---- Task inputs

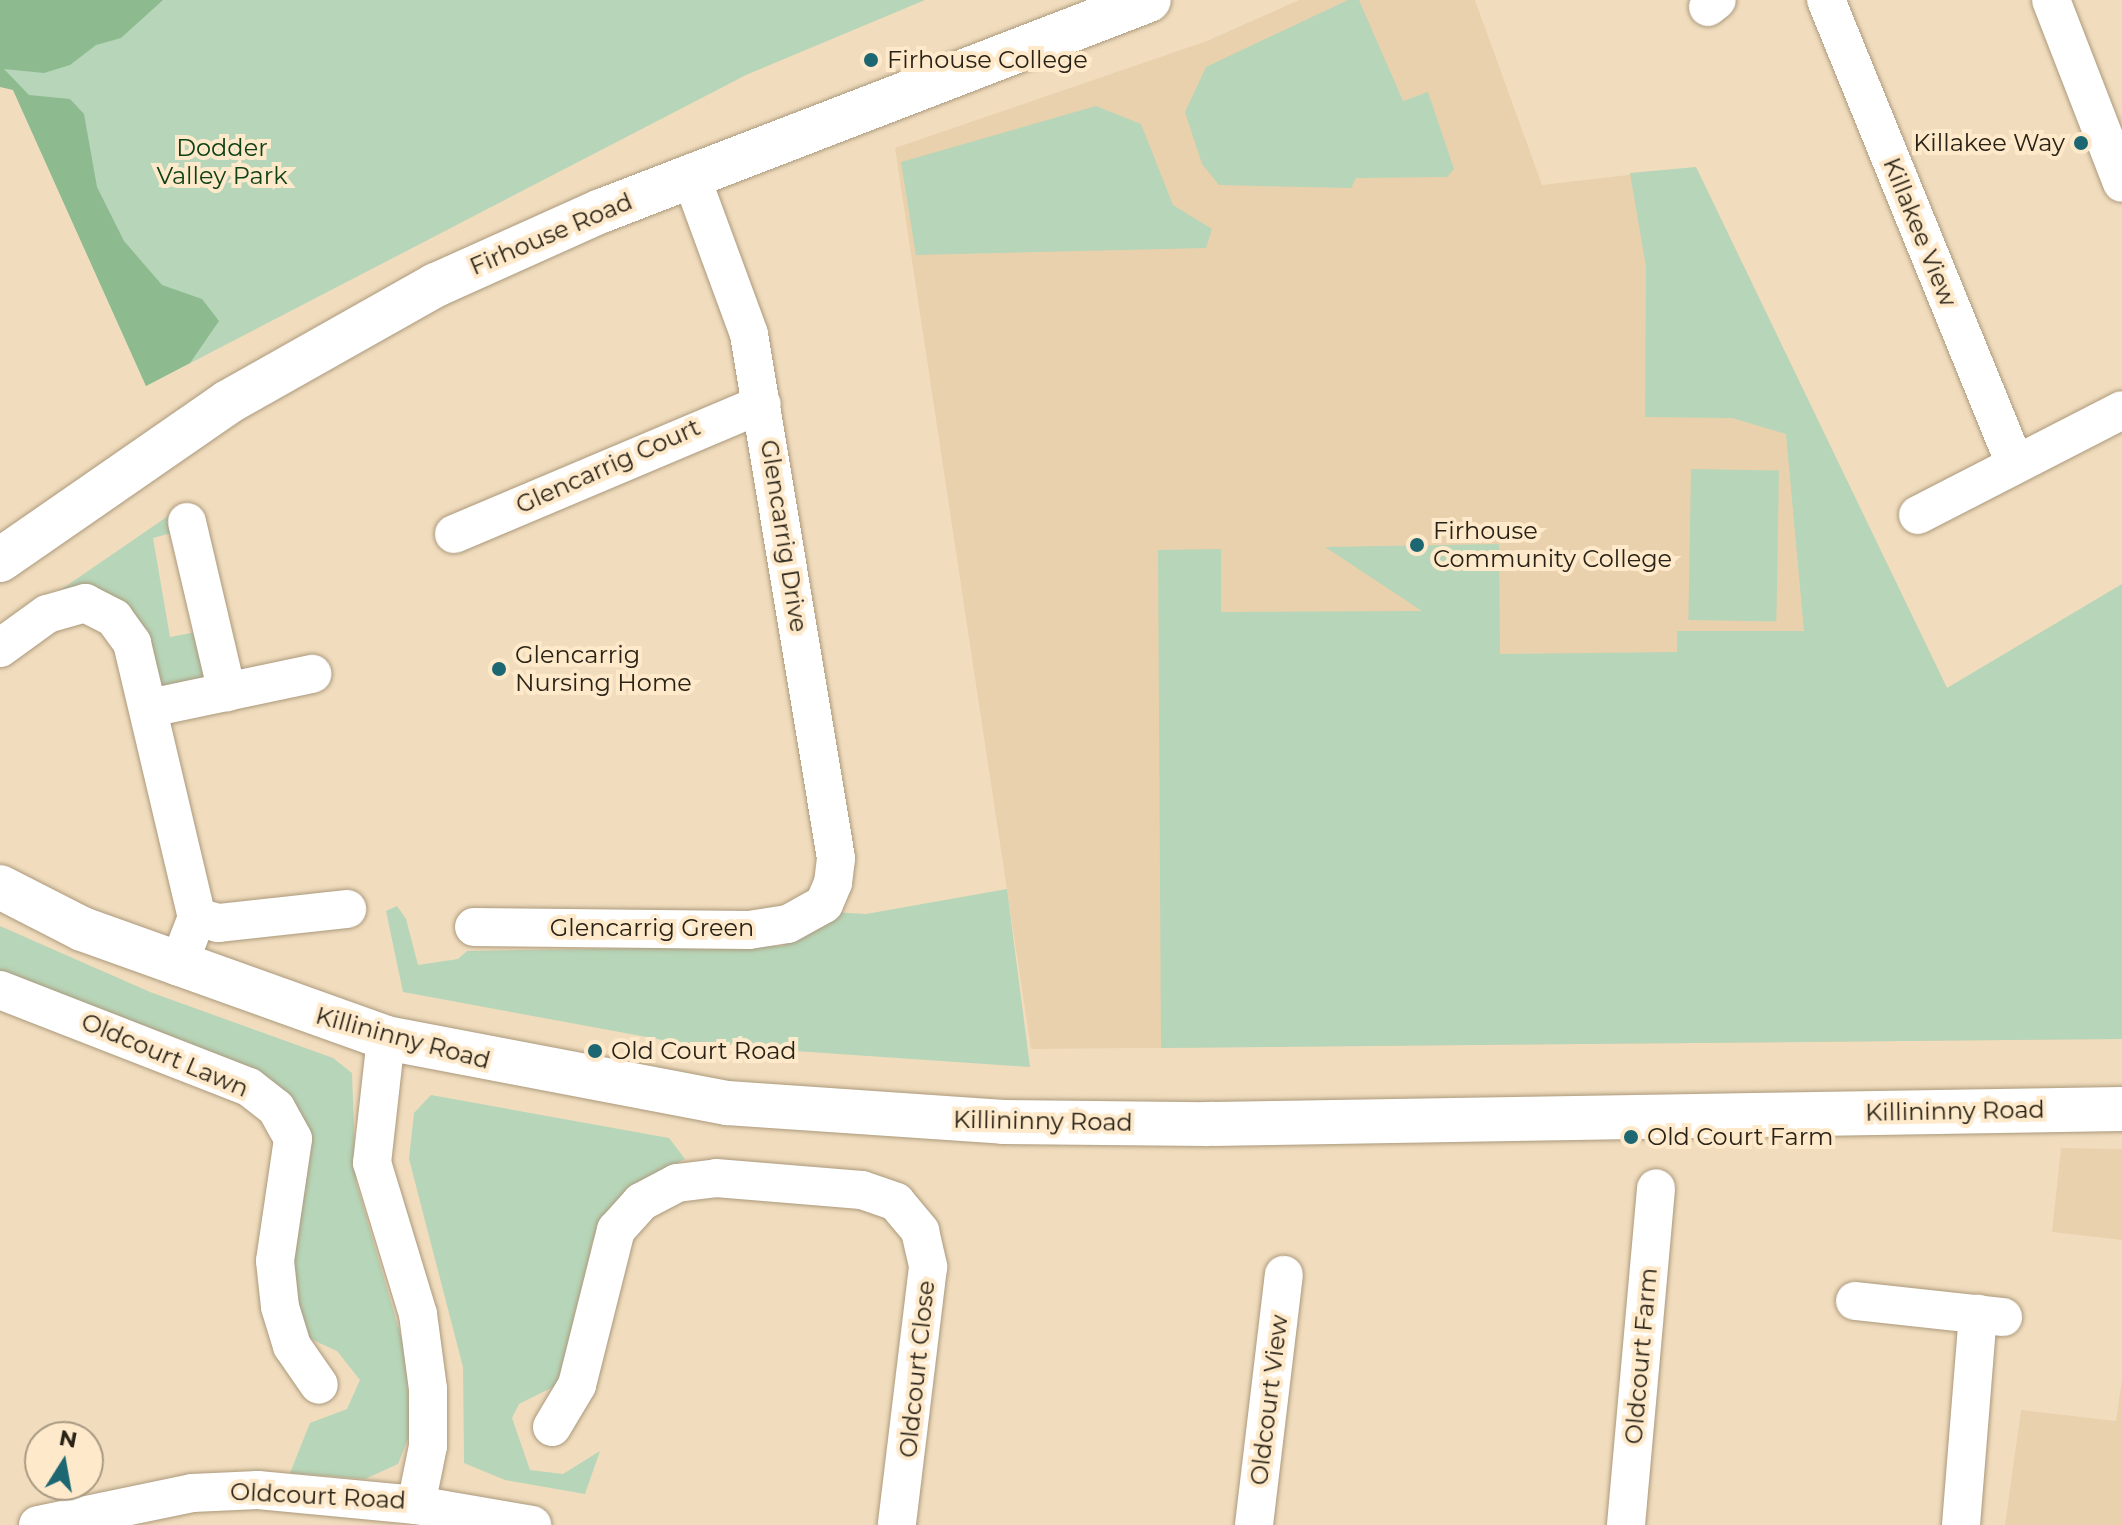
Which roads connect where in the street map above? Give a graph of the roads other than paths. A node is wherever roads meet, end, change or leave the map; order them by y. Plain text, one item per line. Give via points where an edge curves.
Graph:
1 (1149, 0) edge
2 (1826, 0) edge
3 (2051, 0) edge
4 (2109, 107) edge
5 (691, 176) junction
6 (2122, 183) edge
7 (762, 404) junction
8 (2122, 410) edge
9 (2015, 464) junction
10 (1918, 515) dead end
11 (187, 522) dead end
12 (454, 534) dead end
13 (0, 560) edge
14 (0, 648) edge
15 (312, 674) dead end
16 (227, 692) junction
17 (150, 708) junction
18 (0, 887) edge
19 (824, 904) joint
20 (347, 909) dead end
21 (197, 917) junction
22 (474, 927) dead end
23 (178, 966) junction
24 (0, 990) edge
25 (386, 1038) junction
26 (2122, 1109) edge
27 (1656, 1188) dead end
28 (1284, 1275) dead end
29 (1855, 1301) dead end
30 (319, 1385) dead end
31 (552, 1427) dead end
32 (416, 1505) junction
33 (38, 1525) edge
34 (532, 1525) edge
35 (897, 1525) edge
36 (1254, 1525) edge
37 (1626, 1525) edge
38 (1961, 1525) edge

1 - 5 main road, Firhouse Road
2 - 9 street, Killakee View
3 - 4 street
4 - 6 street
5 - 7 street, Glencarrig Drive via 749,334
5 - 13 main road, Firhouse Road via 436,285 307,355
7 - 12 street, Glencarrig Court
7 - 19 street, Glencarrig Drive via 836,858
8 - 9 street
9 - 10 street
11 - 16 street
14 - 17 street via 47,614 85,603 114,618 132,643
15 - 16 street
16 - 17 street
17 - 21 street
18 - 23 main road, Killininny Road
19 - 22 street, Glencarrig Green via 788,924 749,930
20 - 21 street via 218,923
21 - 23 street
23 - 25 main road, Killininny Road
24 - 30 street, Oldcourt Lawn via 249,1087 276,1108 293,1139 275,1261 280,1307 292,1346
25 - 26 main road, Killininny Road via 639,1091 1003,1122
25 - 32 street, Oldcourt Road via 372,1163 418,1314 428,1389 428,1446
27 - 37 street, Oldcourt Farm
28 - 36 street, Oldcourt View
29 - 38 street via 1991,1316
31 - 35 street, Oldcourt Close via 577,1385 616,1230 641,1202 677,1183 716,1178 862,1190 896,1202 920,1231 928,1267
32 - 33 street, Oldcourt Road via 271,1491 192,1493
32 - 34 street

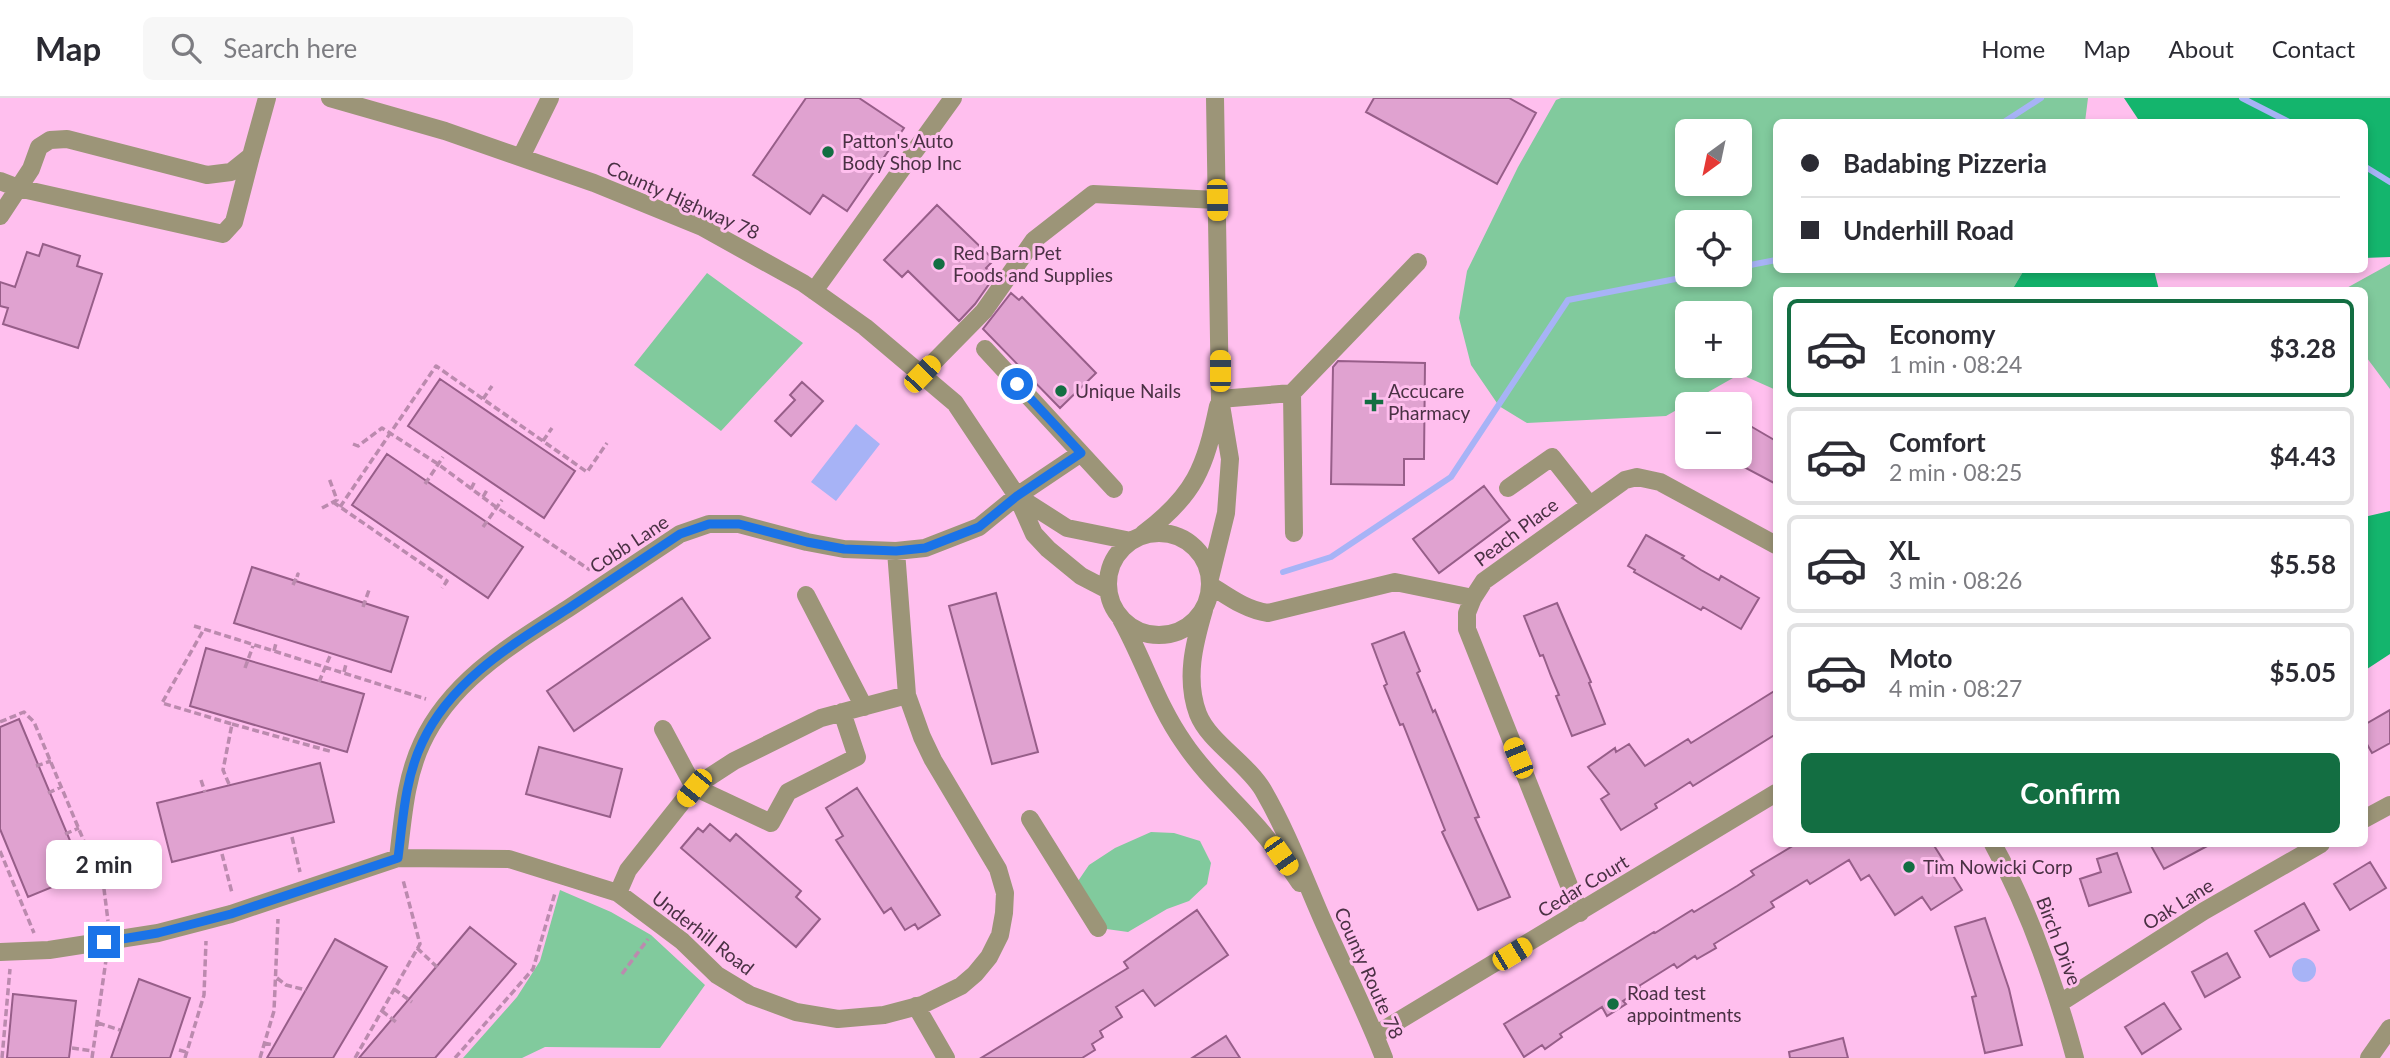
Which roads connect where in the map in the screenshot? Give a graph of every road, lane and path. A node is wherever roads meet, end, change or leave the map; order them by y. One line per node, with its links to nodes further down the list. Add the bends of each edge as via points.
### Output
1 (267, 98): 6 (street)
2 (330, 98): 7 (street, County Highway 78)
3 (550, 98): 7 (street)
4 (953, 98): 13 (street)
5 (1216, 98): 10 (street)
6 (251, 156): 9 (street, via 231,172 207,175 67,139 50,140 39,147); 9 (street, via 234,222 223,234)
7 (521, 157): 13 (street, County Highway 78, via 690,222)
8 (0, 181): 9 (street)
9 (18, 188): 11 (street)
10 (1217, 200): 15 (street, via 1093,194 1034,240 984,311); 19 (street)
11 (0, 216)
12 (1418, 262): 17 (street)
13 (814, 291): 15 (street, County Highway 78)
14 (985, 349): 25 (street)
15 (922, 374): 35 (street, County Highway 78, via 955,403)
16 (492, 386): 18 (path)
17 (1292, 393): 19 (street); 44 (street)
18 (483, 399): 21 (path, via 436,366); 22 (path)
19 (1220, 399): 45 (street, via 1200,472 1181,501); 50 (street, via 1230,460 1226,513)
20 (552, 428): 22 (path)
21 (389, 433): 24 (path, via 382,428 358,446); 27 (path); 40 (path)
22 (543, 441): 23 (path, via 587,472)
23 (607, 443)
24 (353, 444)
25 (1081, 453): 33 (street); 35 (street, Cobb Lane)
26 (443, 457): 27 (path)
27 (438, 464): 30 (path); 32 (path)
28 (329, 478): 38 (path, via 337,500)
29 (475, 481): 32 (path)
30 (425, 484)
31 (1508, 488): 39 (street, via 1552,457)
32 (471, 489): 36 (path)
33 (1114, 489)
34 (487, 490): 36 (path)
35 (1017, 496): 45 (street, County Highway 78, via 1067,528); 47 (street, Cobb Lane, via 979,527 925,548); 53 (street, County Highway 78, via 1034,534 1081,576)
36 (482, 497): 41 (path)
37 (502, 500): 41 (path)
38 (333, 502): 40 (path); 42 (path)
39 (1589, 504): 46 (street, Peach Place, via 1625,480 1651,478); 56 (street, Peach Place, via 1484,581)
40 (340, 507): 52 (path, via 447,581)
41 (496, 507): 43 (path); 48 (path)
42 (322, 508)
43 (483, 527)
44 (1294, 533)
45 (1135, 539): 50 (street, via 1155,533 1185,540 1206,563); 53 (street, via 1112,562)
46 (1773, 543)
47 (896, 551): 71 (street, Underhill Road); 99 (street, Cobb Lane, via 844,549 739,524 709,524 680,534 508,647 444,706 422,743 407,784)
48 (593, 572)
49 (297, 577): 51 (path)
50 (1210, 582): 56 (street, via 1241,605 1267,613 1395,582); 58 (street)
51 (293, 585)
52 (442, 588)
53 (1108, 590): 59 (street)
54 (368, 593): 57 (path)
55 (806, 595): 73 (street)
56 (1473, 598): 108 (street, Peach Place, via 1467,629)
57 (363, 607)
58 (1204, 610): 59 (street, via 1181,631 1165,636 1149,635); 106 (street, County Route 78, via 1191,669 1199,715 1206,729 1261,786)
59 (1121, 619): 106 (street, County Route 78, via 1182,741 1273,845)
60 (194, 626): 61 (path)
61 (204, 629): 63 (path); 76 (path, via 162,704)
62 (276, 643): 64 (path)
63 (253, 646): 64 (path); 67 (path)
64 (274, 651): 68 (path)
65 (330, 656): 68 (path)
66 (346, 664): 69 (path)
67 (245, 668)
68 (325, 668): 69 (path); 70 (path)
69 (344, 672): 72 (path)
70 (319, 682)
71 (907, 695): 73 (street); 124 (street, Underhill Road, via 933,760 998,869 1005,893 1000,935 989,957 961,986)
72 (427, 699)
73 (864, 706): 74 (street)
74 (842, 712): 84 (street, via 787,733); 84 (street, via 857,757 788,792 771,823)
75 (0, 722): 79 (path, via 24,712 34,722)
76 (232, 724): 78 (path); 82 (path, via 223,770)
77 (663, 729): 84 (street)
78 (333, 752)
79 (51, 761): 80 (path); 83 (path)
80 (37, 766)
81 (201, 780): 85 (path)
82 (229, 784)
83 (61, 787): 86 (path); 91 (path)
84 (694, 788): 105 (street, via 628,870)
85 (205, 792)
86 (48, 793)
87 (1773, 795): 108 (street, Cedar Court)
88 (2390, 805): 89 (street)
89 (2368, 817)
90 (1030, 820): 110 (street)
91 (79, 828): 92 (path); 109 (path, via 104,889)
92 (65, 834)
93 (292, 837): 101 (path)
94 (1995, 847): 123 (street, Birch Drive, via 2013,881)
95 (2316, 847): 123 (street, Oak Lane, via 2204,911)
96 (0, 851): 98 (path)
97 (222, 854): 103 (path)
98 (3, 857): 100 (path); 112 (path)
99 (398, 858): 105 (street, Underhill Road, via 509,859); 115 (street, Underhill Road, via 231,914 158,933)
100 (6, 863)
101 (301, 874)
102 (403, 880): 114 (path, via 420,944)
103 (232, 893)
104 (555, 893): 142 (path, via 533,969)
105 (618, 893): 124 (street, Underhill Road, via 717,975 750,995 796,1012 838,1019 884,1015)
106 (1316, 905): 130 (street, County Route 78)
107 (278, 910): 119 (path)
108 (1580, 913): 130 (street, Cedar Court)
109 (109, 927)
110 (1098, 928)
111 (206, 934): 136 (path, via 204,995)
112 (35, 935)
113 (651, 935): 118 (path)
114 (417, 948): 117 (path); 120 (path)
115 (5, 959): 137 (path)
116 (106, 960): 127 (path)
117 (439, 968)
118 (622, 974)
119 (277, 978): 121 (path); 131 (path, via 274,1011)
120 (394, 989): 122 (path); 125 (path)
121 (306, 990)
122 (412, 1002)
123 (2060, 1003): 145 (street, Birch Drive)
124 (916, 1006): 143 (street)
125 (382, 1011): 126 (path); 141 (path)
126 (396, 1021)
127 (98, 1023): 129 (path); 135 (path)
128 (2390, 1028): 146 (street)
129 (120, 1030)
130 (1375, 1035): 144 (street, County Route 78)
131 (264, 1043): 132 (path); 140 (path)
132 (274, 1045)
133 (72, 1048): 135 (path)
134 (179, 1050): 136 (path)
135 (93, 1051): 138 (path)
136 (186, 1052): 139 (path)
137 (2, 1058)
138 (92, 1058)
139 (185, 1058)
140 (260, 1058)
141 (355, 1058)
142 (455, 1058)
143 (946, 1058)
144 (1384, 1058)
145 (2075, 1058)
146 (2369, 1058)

--------

## What is expected
The lines you return should be those above that contain the word "Glencarrig", every one of them.

## Result for this task
5 - 7 street, Glencarrig Drive via 749,334
7 - 12 street, Glencarrig Court
7 - 19 street, Glencarrig Drive via 836,858
19 - 22 street, Glencarrig Green via 788,924 749,930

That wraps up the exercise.